W oczekiwaniu na "Jokera", własne pomysły, jak to może brzmieć. Pewnie i tak minę się z Hildur o kilometry, oryginał będzie pewnie coś w stylu Czarnobyla. Jak ktoś zauważy jakieś podobieństwo do innego scoru, proszę poinformować, czasem nieświadomie można splagiatować, gdy tysiące melodii w głowie
Pierwsze zalatuje Glassem, drugie Eurythmics. Ale całkiem spoko kawałki, brakuje trochę bardziej interesującego rozwinięcia od strony narracyjnej i melodycznej (pomysły się głównie zapętlają - trzeci kawałek niby wprowadza jakieś nowe partie, ale niewiele one wnoszą), ale podobają mi się pomysły na brzmienie.

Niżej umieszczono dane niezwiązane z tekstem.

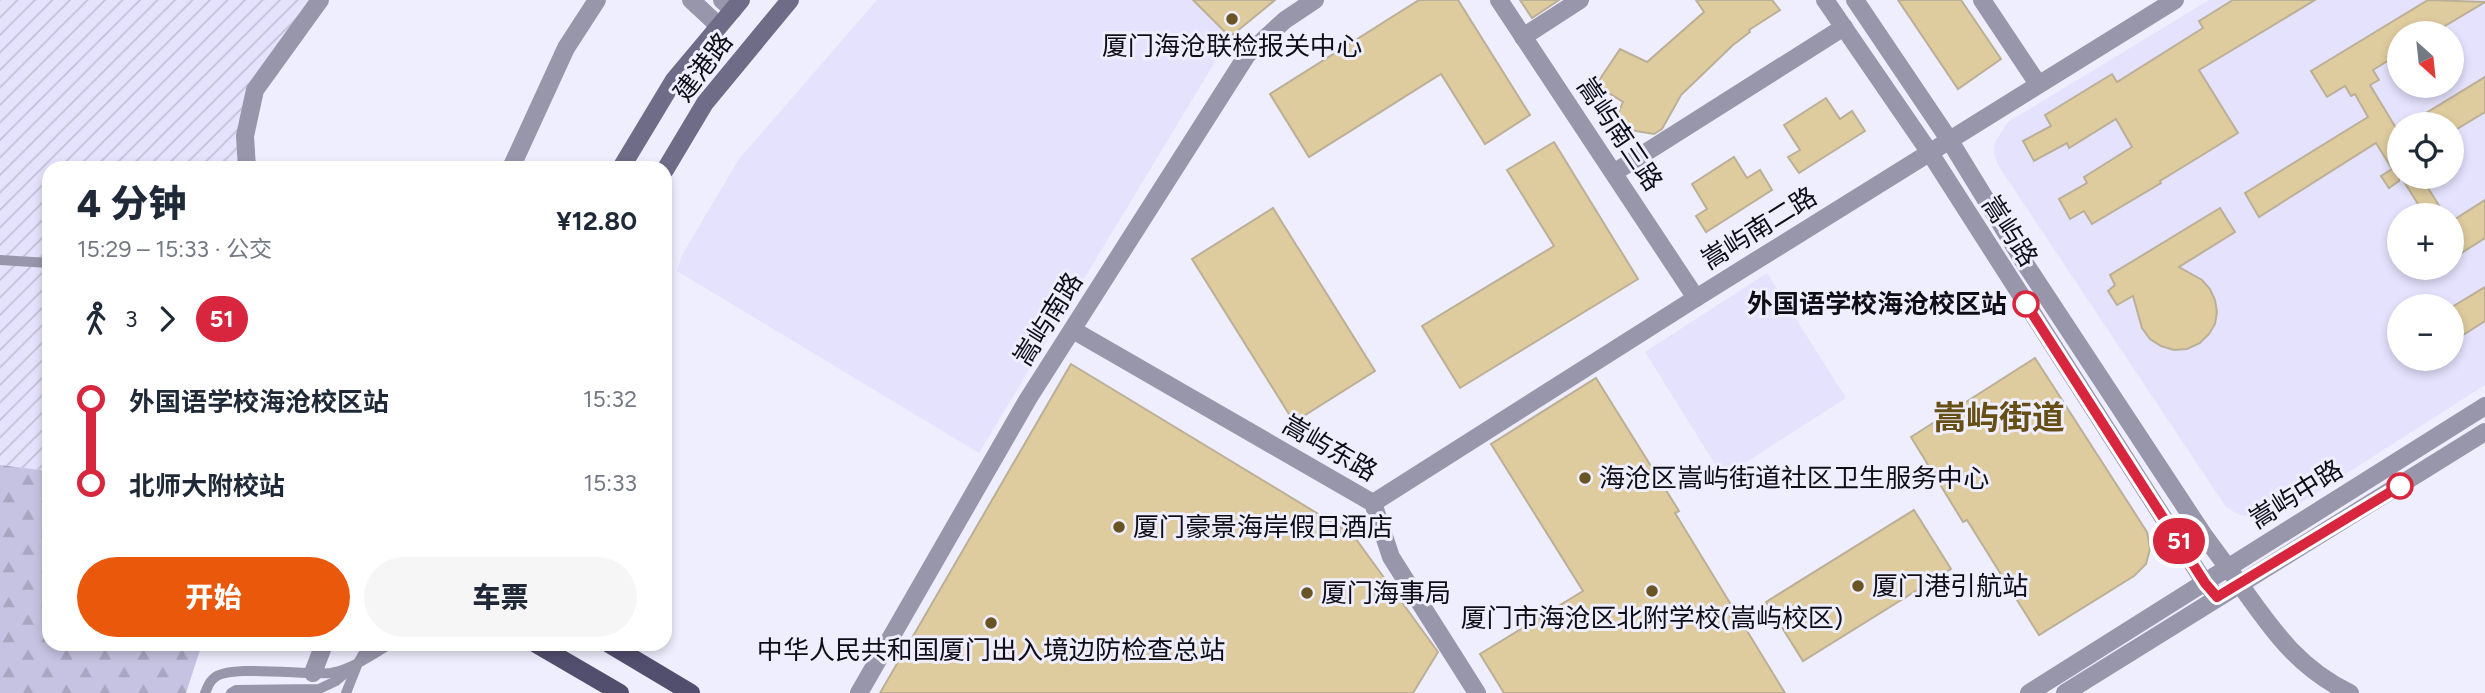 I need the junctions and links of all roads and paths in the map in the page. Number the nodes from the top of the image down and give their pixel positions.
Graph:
1 (320, 0) edge
2 (597, 0) edge
3 (691, 0) edge
4 (790, 0) edge
5 (1315, 0) edge
6 (1499, 0) edge
7 (1580, 0) edge
8 (1825, 0) edge
9 (1855, 0) edge
10 (1982, 0) edge
11 (2175, 0) edge
12 (732, 3) edge
13 (719, 26) junction
14 (1844, 27) junction
15 (1523, 37) junction
16 (2038, 84) junction
17 (1950, 141) junction
18 (1930, 153) junction
19 (247, 161) edge
20 (514, 161) edge
21 (625, 161) edge
22 (670, 161) edge
23 (1615, 172) junction
24 (0, 260) edge
25 (42, 263) edge
26 (1696, 298) junction
27 (1073, 330) junction
28 (2485, 406) edge
29 (2485, 432) edge
30 (1373, 503) junction
31 (2228, 568) junction
32 (2205, 583) junction
33 (2240, 583) junction
34 (2217, 597) junction
35 (321, 651) edge
36 (365, 651) edge
37 (378, 651) edge
38 (548, 651) edge
39 (621, 651) edge
40 (358, 663) junction
41 (313, 673) junction
42 (205, 693) edge
43 (231, 693) edge
44 (346, 693) edge
45 (620, 693) edge
46 (691, 693) edge
47 (859, 693) edge
48 (1477, 693) edge
49 (2029, 693) edge
50 (2065, 693) edge
51 (2350, 693) edge

1 - 19 street
2 - 20 street
3 - 13 street
4 - 22 main road, 建港路
5 - 27 street, 嵩屿南路
6 - 15 street, 嵩屿南三路
7 - 15 street
8 - 14 street, 嵩屿路
9 - 17 street, 嵩屿路
10 - 16 street
11 - 16 street, 嵩屿南二路
12 - 13 main road, 建港路
13 - 21 main road, 建港路
14 - 18 street, 嵩屿路
14 - 23 street
15 - 23 street, 嵩屿南三路
16 - 17 street, 嵩屿南二路
17 - 18 street, 嵩屿南二路
17 - 31 street, 嵩屿路
18 - 26 street, 嵩屿南二路
18 - 32 street, 嵩屿路
23 - 26 street, 嵩屿南三路
24 - 25 lane
26 - 30 street, 嵩屿南二路
27 - 30 street, 嵩屿东路
27 - 47 street, 嵩屿南路
28 - 31 street, 嵩屿中路
29 - 33 street, 嵩屿中路
30 - 48 street, 嵩屿东路
31 - 32 street, 嵩屿中路
31 - 33 street, 嵩屿路
32 - 34 street, 嵩屿路
32 - 49 street, 嵩屿中路
33 - 34 street, 嵩屿中路
33 - 51 street, 嵩屿路
34 - 50 street, 嵩屿中路
35 - 41 street
36 - 40 lane
37 - 40 lane
38 - 45 main road
39 - 46 main road
40 - 41 lane
40 - 43 lane
40 - 44 lane
41 - 42 lane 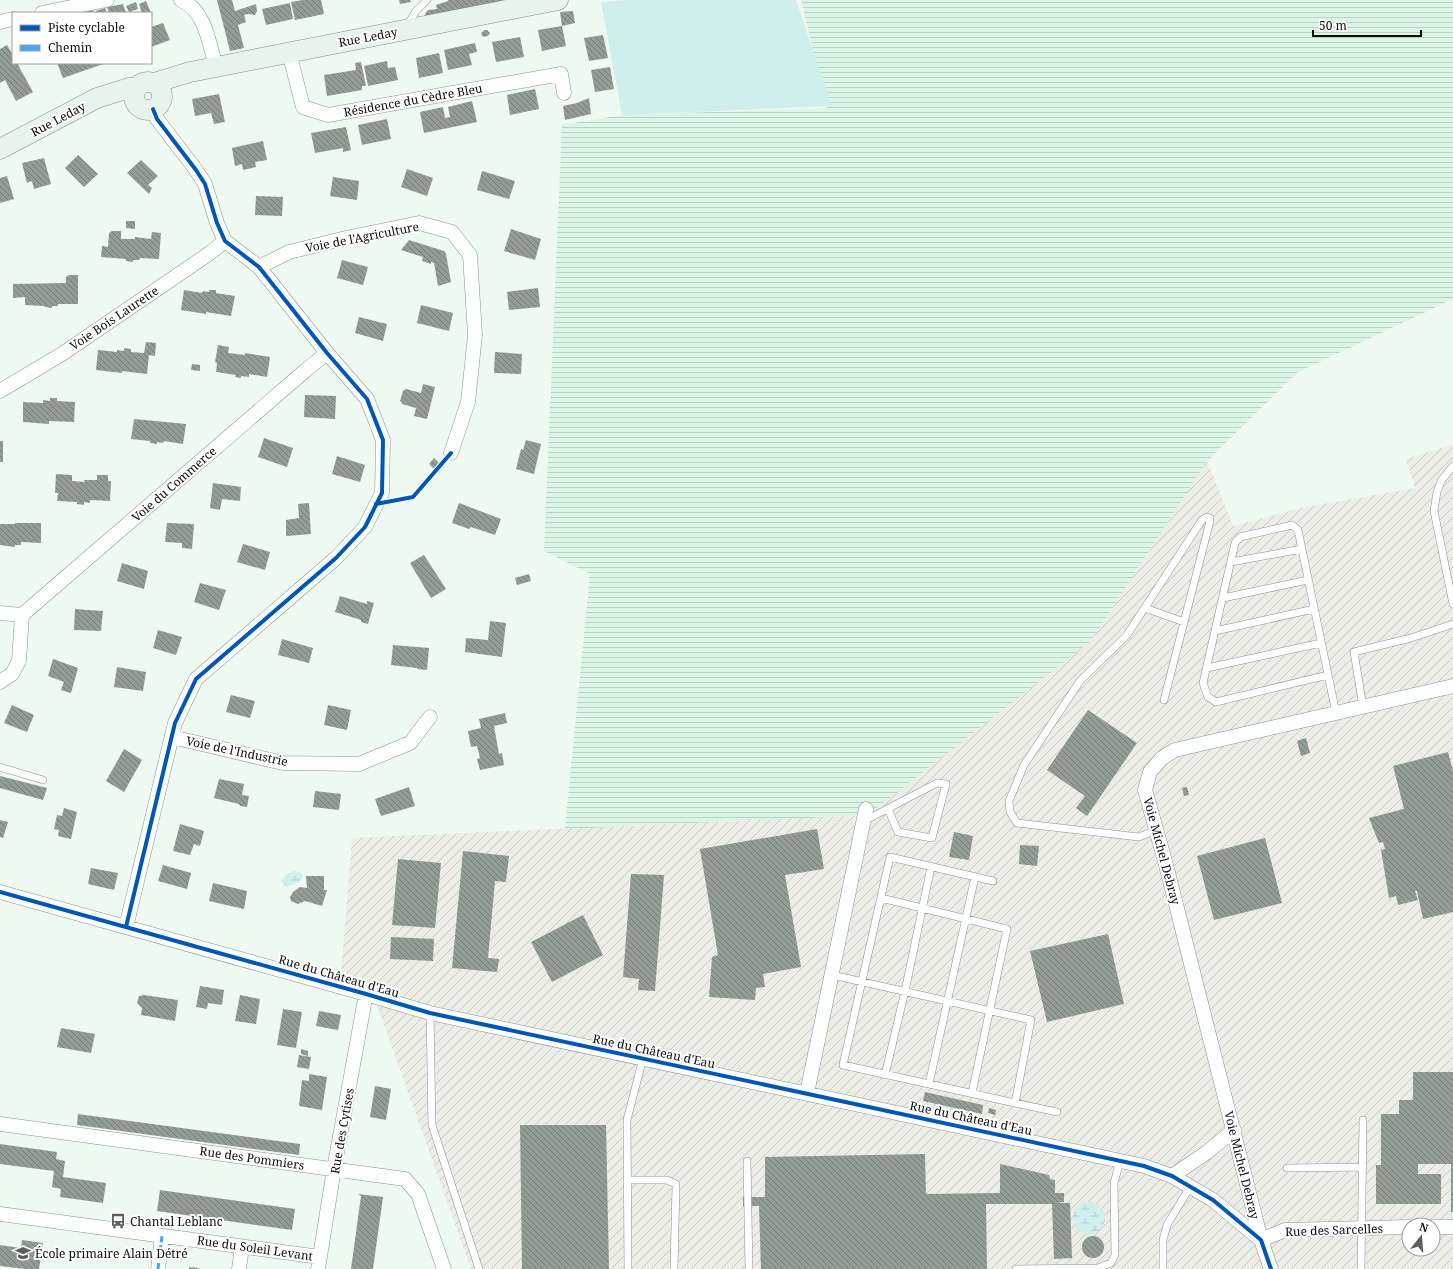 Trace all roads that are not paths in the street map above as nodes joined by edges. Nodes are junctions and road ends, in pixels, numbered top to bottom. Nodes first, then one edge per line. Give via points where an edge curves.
1 (107, 0) edge
2 (181, 0) edge
3 (427, 0) edge
4 (558, 0) edge
5 (47, 12) edge
6 (12, 19) edge
7 (0, 22) edge
8 (405, 30) junction
9 (289, 52) junction
10 (216, 67) junction
11 (564, 93) dead end
12 (143, 94) junction
13 (0, 149) edge
14 (225, 240) junction
15 (259, 267) junction
16 (328, 353) junction
17 (0, 391) edge
18 (450, 453) dead end
19 (1453, 466) edge
20 (1302, 549) junction
21 (1231, 562) junction
22 (1308, 580) junction
23 (1223, 598) junction
24 (1453, 604) edge
25 (1145, 608) junction
26 (1314, 609) junction
27 (0, 613) edge
28 (22, 615) junction
29 (1184, 622) junction
30 (1453, 624) edge
31 (1215, 631) junction
32 (1321, 643) junction
33 (1207, 668) junction
34 (1328, 675) junction
35 (0, 682) edge
36 (1453, 686) edge
37 (1164, 700) dead end
38 (1363, 707) junction
39 (1336, 713) junction
40 (430, 718) dead end
41 (172, 737) junction
42 (0, 767) edge
43 (43, 780) dead end
44 (888, 809) junction
45 (865, 815) joint
46 (1156, 830) junction
47 (931, 866) junction
48 (975, 877) junction
49 (993, 881) dead end
50 (0, 892) edge
51 (881, 898) junction
52 (923, 908) junction
53 (966, 919) junction
54 (126, 927) junction
55 (832, 975) junction
56 (862, 981) junction
57 (905, 991) junction
58 (366, 994) junction
59 (947, 1001) junction
60 (989, 1011) junction
61 (430, 1013) junction
62 (643, 1058) junction
63 (885, 1075) junction
64 (929, 1084) junction
65 (972, 1093) junction
66 (807, 1094) junction
67 (1015, 1102) junction
68 (1057, 1112) dead end
69 (1363, 1120) dead end
70 (0, 1124) edge
71 (1234, 1130) junction
72 (747, 1161) dead end
73 (1120, 1161) junction
74 (1363, 1167) junction
75 (1287, 1168) dead end
76 (334, 1169) junction
77 (1172, 1176) junction
78 (627, 1180) junction
79 (1190, 1187) junction
80 (0, 1214) edge
81 (1401, 1227) edge
82 (1441, 1227) edge
83 (1453, 1227) edge
84 (1363, 1228) junction
85 (162, 1236) junction
86 (1261, 1240) junction
87 (242, 1247) junction
88 (319, 1263) edge
89 (1016, 1268) edge
90 (158, 1269) edge
91 (239, 1269) edge
92 (444, 1269) edge
93 (479, 1269) edge
94 (628, 1269) edge
95 (674, 1269) edge
96 (749, 1269) edge
97 (1042, 1269) edge
98 (1093, 1269) edge
99 (1164, 1269) edge
100 (1271, 1269) edge
101 (1361, 1269) edge

1 - 5 street
2 - 10 street via 188,3 201,18
3 - 8 lane
4 - 8 main road, Rue Leday
6 - 7 street
8 - 9 main road, Rue Leday
9 - 10 main road, Rue Leday
9 - 11 street, Résidence du Cèdre Bleu via 303,107 328,115 561,74
10 - 12 main road, Rue Leday via 179,76 168,86
12 - 13 main road, Rue Leday via 97,98
12 - 14 street via 157,119 205,184
14 - 15 street
14 - 17 street, Voie Bois Laurette via 210,253 62,354
15 - 16 street
15 - 18 street, Voie de l'Agriculture via 288,252 419,223 452,232 470,255 476,335 468,402
16 - 28 street, Voie du Commerce
16 - 41 street via 367,399 383,440 382,493 365,528 336,558 196,679 175,723
19 - 24 lane via 1441,481 1434,511
20 - 21 lane
20 - 21 lane via 1298,530 1292,525 1240,537 1235,543
20 - 22 lane
21 - 23 lane
22 - 23 lane
22 - 26 lane
23 - 31 lane
25 - 29 lane
25 - 29 lane via 1202,520 1210,518
25 - 46 lane via 1127,635 1080,681 1024,765 1009,802 1010,812 1017,823 1139,837
26 - 31 lane
26 - 32 lane
27 - 28 street
28 - 35 street via 19,661 12,674
29 - 37 lane
30 - 38 lane via 1411,638 1354,652
31 - 33 lane
32 - 33 lane
32 - 34 lane
33 - 34 lane via 1203,683 1208,697 1216,702
34 - 39 lane
36 - 38 street, Voie Michel Debray
38 - 39 street, Voie Michel Debray
39 - 46 street, Voie Michel Debray via 1175,750 1162,758 1150,772 1145,790
40 - 41 street, Voie de l'Industrie via 410,743 359,764 283,763
41 - 54 street
42 - 43 lane
44 - 44 lane via 898,832 932,838 946,784 937,782
44 - 45 lane
45 - 55 street
46 - 71 street, Voie Michel Debray
47 - 48 lane
47 - 51 lane via 890,857
47 - 52 lane
48 - 49 lane
48 - 53 lane
50 - 54 street, Rue du Château d'Eau
51 - 52 lane
51 - 56 lane
52 - 53 lane
52 - 57 lane
53 - 59 lane
53 - 60 lane via 1007,929
54 - 58 street, Rue du Château d'Eau
55 - 56 lane
55 - 66 street
56 - 57 lane
56 - 63 lane via 843,1066
57 - 59 lane
57 - 63 lane
58 - 61 street, Rue du Château d'Eau
58 - 76 street, Rue des Cytises
59 - 60 lane
59 - 64 lane
60 - 65 lane
60 - 67 lane via 1031,1020
61 - 62 street, Rue du Château d'Eau
61 - 93 lane via 432,1124
62 - 66 street, Rue du Château d'Eau
62 - 78 lane via 627,1120
63 - 64 lane
64 - 65 lane
65 - 67 lane
66 - 73 street, Rue du Château d'Eau
67 - 68 lane
69 - 74 lane
70 - 76 street, Rue des Pommiers
71 - 77 street
71 - 86 street, Voie Michel Debray
72 - 96 lane
73 - 77 street, Rue du Château d'Eau
73 - 98 lane via 1114,1183 1116,1255 1111,1263
74 - 75 lane
74 - 84 lane
76 - 88 street, Rue des Cytises
76 - 92 street, Rue des Pommiers via 405,1179 418,1194
77 - 79 street, Rue du Château d'Eau
78 - 94 lane
78 - 95 lane via 667,1180 676,1184
79 - 86 street, Rue du Château d'Eau via 1213,1200
79 - 99 lane via 1167,1225 1163,1240
80 - 85 street, Rue du Soleil Levant
81 - 84 street, Rue des Sarcelles
82 - 83 street
84 - 86 street, Rue des Sarcelles via 1285,1230
84 - 101 lane
85 - 87 street, Rue du Soleil Levant
85 - 90 street
86 - 100 street
87 - 88 street, Rue du Soleil Levant
87 - 91 street
89 - 97 lane
97 - 98 lane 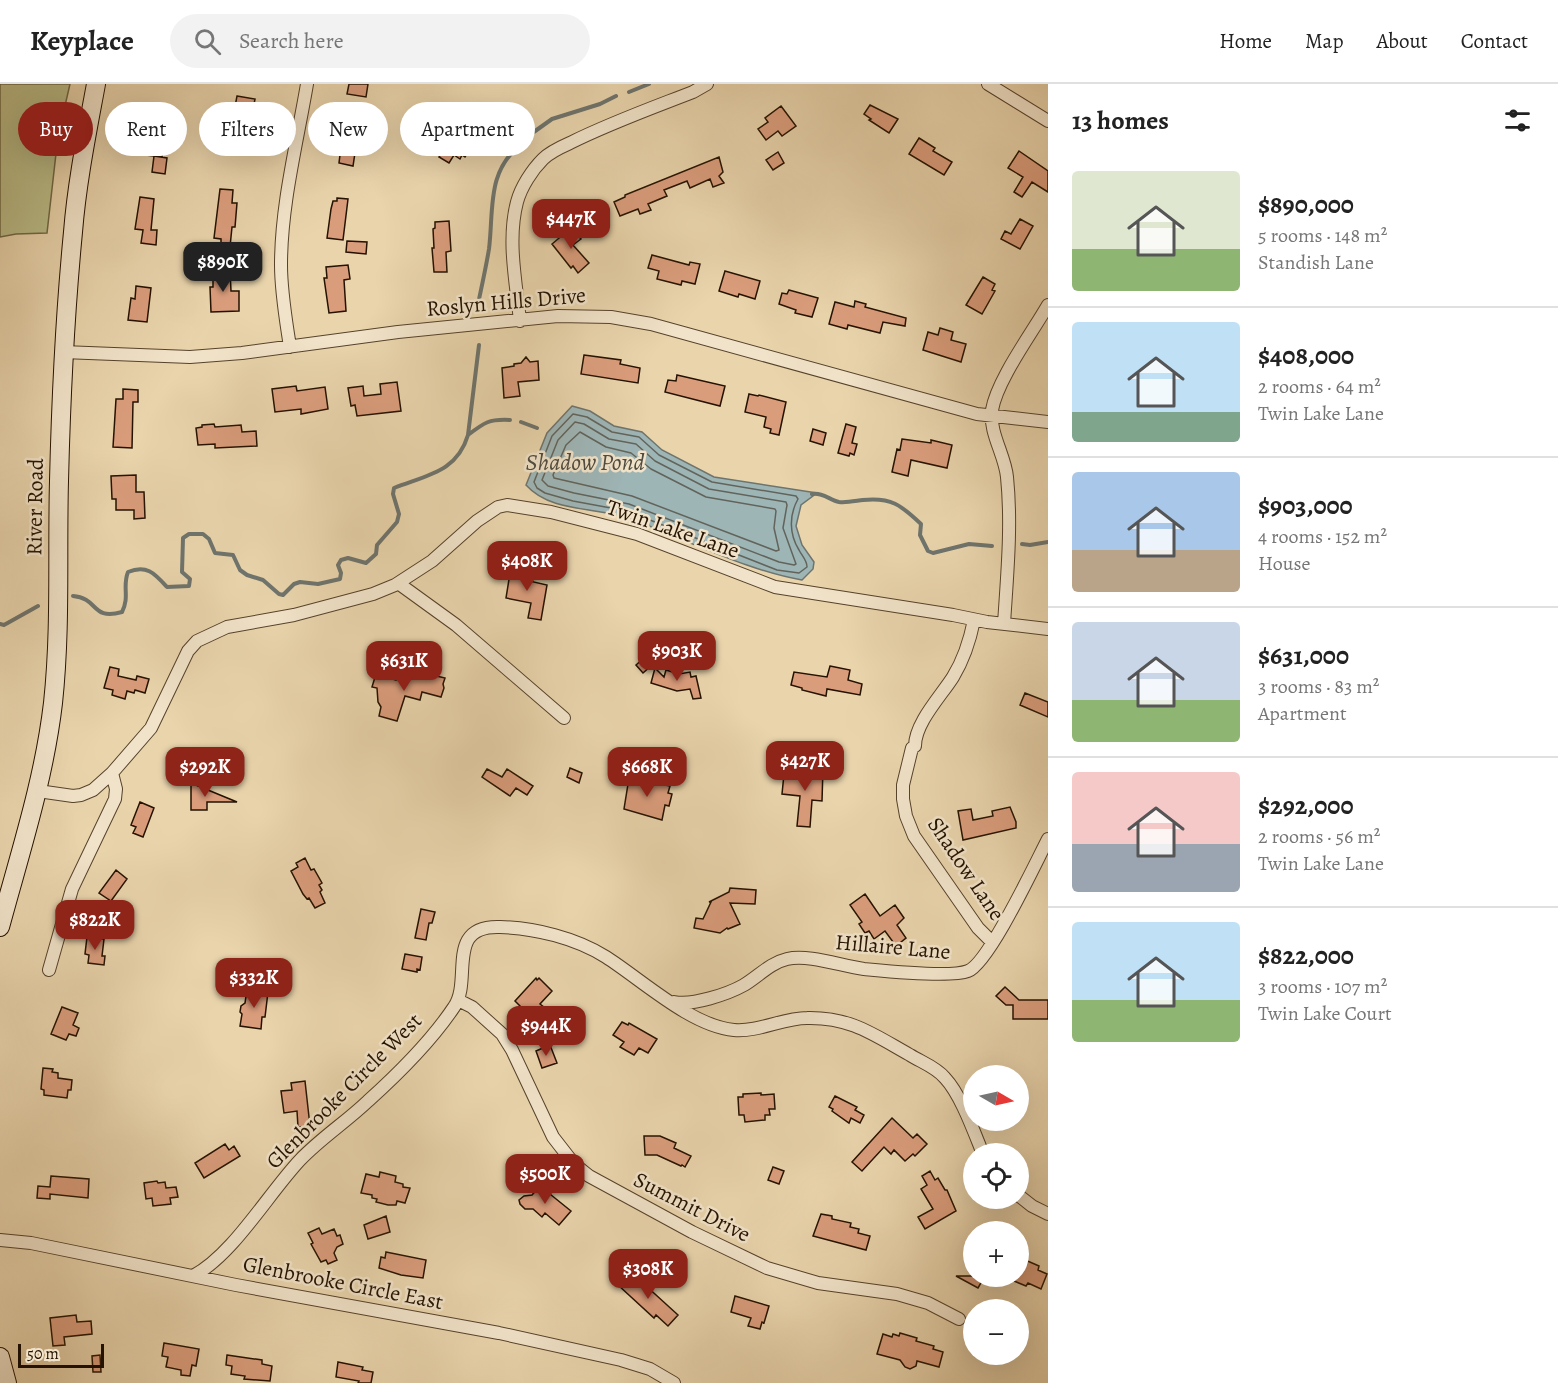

Dzieki za opinie. Glass jest jednym z moich ulubionych kompozytorów, ale ostatnio, jako napisał na forum Adam, odcina kupony od dawnych prac i nic nowego już nie tworzy. Niby, co jeszcze mógłby stworzyć, jak tyle ma na koncie - setki prac, oper, koncertów na solo, duety skrzypiec, pianino, flety, kwartety itp. Swoje już stworzył, a jego minimalistyczny styl w większości filmów i tak jest podobny.